Hand-worn smart display concept safely shows information for bikers, mountaineers

Smartphones can provide all sorts of useful information and features, but there will always be occasions when you can’t just whip out the phone from your pocket to use it. Smartwatches are supposed to solve that problem by offering more condensed information on your wrists, but that can still be problematic for some class users, especially those who engage in outdoor activities. Although smartwatches are often marketed for athletes and people with active lifestyles because of their health-tracking features, actually using the wearable once the gloves come on can actually be difficult, if not impossible. Fortunately, your wrist isn’t the only body part you can use for a wearable, and this design concept tries to place a bigger display on the back of your hand instead.

Designer: Anuj Pate

Smartwatches are the most popular kind of wearable design simply because they are the most convenient and the most familiar. That doesn’t exactly mean they’re the best or only design possible, definitely not for all kinds of people. The rising interest in smart rings does indicate a sort of “smartwatch fatigue” that’s making people think outside the box on how to deliver some of those features through other means.
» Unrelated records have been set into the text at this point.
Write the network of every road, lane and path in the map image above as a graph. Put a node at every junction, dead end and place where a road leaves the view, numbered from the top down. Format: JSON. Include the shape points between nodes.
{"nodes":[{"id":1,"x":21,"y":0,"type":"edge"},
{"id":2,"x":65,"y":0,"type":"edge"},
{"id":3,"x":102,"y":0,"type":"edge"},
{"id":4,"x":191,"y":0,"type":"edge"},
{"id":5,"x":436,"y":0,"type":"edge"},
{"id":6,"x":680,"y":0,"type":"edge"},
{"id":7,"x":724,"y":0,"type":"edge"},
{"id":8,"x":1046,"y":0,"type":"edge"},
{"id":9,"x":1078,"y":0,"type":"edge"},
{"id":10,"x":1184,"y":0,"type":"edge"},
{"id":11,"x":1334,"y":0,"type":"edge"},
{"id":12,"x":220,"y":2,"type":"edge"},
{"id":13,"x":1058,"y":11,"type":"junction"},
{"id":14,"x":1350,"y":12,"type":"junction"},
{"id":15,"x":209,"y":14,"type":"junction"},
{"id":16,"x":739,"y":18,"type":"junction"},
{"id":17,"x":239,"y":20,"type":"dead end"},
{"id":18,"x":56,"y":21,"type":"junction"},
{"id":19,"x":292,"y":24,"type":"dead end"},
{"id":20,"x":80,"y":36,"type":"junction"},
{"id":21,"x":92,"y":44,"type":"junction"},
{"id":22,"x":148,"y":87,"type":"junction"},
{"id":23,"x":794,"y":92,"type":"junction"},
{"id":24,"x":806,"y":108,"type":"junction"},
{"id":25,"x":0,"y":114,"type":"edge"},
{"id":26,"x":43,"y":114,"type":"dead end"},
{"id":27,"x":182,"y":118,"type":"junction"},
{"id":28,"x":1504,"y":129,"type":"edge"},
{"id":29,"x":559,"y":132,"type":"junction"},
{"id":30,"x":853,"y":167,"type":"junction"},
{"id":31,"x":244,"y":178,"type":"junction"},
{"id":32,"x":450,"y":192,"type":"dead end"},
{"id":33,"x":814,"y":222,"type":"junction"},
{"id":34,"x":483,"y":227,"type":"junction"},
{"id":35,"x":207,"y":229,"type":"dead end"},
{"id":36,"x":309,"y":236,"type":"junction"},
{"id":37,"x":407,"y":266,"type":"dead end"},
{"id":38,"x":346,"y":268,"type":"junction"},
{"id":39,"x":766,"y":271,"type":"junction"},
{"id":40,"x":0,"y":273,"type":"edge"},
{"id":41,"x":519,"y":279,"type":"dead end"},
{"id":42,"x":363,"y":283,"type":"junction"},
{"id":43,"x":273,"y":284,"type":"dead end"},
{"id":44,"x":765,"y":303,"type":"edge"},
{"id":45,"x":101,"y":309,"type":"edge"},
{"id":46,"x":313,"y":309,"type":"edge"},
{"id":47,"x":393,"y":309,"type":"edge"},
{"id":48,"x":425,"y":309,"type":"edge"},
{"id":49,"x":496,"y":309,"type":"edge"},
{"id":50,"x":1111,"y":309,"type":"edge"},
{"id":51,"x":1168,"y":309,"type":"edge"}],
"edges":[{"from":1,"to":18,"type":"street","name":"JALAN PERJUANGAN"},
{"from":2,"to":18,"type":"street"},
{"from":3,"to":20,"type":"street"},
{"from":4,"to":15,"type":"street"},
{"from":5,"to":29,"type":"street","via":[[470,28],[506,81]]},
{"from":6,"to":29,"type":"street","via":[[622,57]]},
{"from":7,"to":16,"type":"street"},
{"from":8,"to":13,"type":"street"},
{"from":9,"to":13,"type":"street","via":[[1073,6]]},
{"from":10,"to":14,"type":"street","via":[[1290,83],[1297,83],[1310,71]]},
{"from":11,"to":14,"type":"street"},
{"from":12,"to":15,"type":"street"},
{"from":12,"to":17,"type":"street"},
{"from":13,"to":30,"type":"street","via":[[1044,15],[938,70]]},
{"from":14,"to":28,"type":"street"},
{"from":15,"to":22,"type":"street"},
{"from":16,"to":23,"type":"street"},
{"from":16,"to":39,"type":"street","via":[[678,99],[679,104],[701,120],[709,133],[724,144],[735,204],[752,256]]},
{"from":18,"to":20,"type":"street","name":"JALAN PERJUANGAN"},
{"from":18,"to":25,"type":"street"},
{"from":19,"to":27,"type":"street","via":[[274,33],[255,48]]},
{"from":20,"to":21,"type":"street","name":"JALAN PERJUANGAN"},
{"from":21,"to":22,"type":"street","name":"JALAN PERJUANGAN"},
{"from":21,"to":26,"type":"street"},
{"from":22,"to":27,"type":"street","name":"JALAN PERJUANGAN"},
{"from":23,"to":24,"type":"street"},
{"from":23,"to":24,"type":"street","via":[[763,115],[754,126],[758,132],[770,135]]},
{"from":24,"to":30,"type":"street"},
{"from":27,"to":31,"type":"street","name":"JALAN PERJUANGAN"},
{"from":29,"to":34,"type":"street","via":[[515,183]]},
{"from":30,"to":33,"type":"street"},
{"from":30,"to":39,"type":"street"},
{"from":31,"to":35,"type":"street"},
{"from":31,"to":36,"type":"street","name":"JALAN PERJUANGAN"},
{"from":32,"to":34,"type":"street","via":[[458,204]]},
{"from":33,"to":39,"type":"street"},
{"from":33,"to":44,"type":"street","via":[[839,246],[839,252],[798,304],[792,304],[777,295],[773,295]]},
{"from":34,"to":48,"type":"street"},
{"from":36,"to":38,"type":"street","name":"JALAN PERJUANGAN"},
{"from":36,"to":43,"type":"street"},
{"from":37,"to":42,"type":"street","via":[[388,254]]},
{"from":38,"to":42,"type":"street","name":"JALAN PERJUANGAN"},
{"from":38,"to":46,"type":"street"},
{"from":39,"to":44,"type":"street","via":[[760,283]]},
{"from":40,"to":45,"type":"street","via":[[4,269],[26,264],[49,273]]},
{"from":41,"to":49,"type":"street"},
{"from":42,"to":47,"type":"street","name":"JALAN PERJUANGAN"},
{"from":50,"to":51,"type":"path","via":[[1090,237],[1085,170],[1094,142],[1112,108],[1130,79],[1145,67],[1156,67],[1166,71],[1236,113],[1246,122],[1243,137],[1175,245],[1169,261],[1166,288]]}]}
A smartwatch’s display, for example, is only useful if can see it, which often means having to twist your wrist at the very least to have the screen at a proper angle.
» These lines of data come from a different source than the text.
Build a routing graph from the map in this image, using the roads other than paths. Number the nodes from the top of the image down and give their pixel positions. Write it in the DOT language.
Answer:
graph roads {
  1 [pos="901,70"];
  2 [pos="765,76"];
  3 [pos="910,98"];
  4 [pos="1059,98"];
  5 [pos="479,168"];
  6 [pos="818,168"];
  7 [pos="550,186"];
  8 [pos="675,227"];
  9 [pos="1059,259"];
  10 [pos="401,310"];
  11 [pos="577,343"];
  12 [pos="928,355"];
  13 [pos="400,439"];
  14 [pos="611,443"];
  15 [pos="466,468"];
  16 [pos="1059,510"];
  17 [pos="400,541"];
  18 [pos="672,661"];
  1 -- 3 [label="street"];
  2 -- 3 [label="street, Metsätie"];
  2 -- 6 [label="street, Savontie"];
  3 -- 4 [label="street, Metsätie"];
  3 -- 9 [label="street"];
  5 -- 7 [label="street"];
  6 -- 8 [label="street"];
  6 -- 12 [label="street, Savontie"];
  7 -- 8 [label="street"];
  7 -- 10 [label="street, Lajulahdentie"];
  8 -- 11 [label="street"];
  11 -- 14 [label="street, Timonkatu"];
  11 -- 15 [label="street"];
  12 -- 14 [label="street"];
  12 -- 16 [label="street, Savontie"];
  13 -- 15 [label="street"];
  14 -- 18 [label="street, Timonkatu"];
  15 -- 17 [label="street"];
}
Unfortunately, that’s not easy or even safe for some people whose hands have to be in a fixed position or can’t easily touch the smartwatch screen once they’ve started wearing gloves. That’s the case for cyclists, bikers, and mountain climbers who still need access to some critical information but can’t see their smartwatch for one reason or another. Rather than rely on complicated and distracting solutions like audio notifications or augmented reality goggles, zIng simply moves the display to a position where it can be easily seen even without twisting your wrist or squinting your eyes.

The wearable design concept practically puts a decently sized trapezoid-shaped display on the back of your hand. If you have your hand forward like when you’re holding bike handles or gripping a mountain wall, this immediately puts that screen within your vision. The display is also large enough to tap with a finger even when you’re wearing very thick gloves, which is often the case for biking and mountaineering gear.

zIng is just one of a new generation of wearable designs that are challenging the status quo of smartwatches. An ergonomic Apple Watch band moves the smartwatch away from the wrist and onto the back of the hand as well, this time a little below the thumb, though that doesn’t solve the cramped screen space. Admittedly, the zIng concept targets a very niche market, but it also clearly shows that there’s no one-size-fits-all wearable design that will be perfect for all use cases.